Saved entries
___

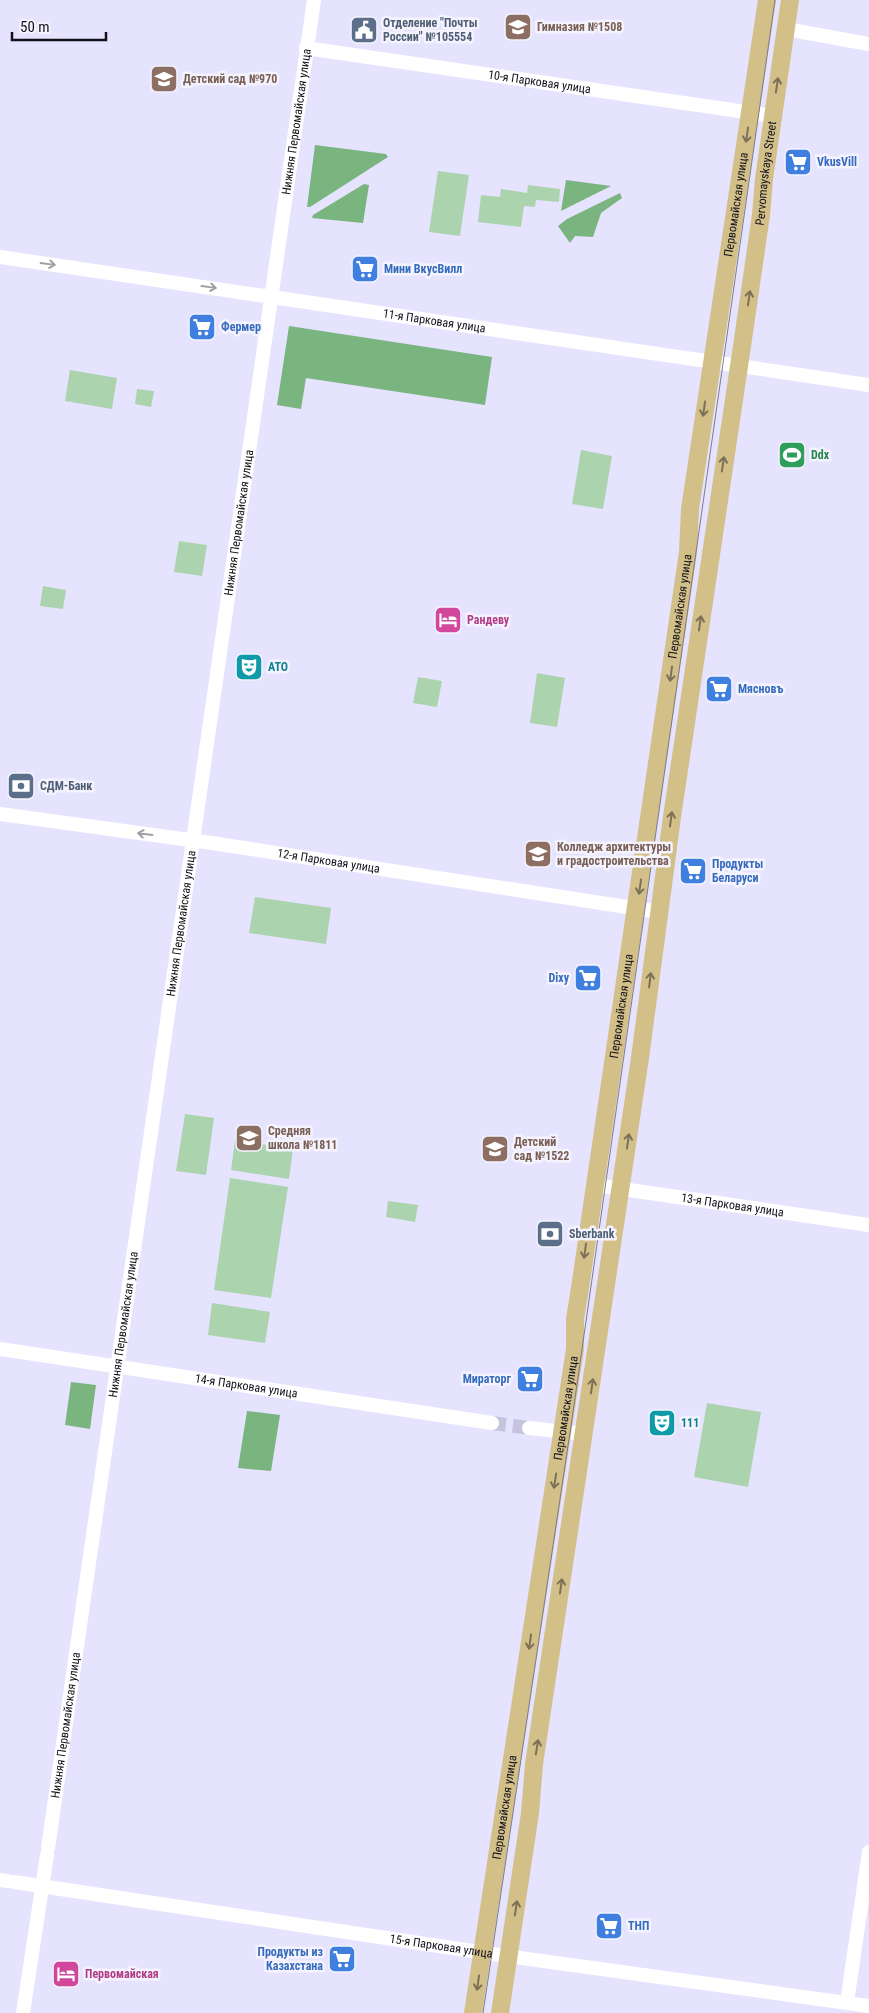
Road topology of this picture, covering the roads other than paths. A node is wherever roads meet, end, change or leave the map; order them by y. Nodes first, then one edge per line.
1 (314, 0) edge
2 (767, 0) edge
3 (790, 0) edge
4 (786, 29) junction
5 (869, 44) edge
6 (306, 48) junction
7 (751, 113) junction
8 (773, 116) junction
9 (0, 257) edge
10 (271, 296) junction
11 (712, 360) junction
12 (739, 364) junction
13 (869, 385) edge
14 (0, 814) edge
15 (194, 840) junction
16 (637, 908) junction
17 (659, 912) junction
18 (595, 1186) junction
19 (620, 1189) junction
20 (869, 1225) edge
21 (0, 1349) edge
22 (117, 1367) junction
23 (492, 1423) tunnel mouth
24 (530, 1428) tunnel mouth
25 (563, 1432) junction
26 (585, 1434) junction
27 (869, 1852) edge
28 (7, 1881) edge
29 (43, 1886) junction
30 (482, 1952) junction
31 (509, 1956) junction
32 (847, 2002) junction
33 (869, 2006) edge
34 (23, 2013) edge
35 (473, 2013) edge
36 (500, 2013) edge

1 - 6 street, Нижняя Первомайская улица
2 - 7 main road, Первомайская улица
3 - 4 main road, Pervomayskaya Street
4 - 5 street
8 -> 4 main road, Pervomayskaya Street
6 - 7 street, 10-я Парковая улица
6 - 10 street, Нижняя Первомайская улица
7 - 8 street, 10-я Парковая улица
7 -> 11 main road, Первомайская улица
12 -> 8 main road, Pervomayskaya Street
9 -> 10 street, 11-я Парковая улица
10 - 11 street, 11-я Парковая улица
10 - 15 street, Нижняя Первомайская улица
11 - 12 street, 11-я Парковая улица
11 -> 16 main road, Первомайская улица
12 - 13 street, 11-я Парковая улица
17 -> 12 main road, Первомайская улица
15 -> 14 street, 12-я Парковая улица
15 - 16 street, 12-я Парковая улица
15 - 22 street, Нижняя Первомайская улица
16 - 17 street, 12-я Парковая улица
16 - 18 main road, Первомайская улица
19 -> 17 main road, Первомайская улица
18 - 19 street, 13-я Парковая улица
18 -> 25 main road, Первомайская улица
19 - 20 street, 13-я Парковая улица
26 -> 19 main road, Первомайская улица
21 - 22 street, 14-я Парковая улица
22 - 23 street, 14-я Парковая улица
22 - 29 street, Нижняя Первомайская улица
24 - 25 street
25 - 26 street
25 -> 30 main road, Первомайская улица
31 -> 26 main road, Первомайская улица
27 - 32 street
28 - 29 street, 15-я Парковая улица
29 - 30 street, 15-я Парковая улица
29 - 34 street, Нижняя Первомайская улица
30 - 31 street, 15-я Парковая улица
30 -> 35 main road, Первомайская улица
31 - 32 street, 15-я Парковая улица
31 - 36 main road, Первомайская улица
32 - 33 street, 15-я Парковая улица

___

» What is required
Find the lines above that contain the word "mouth" and collect them.

» Finished task
23 (492, 1423) tunnel mouth
24 (530, 1428) tunnel mouth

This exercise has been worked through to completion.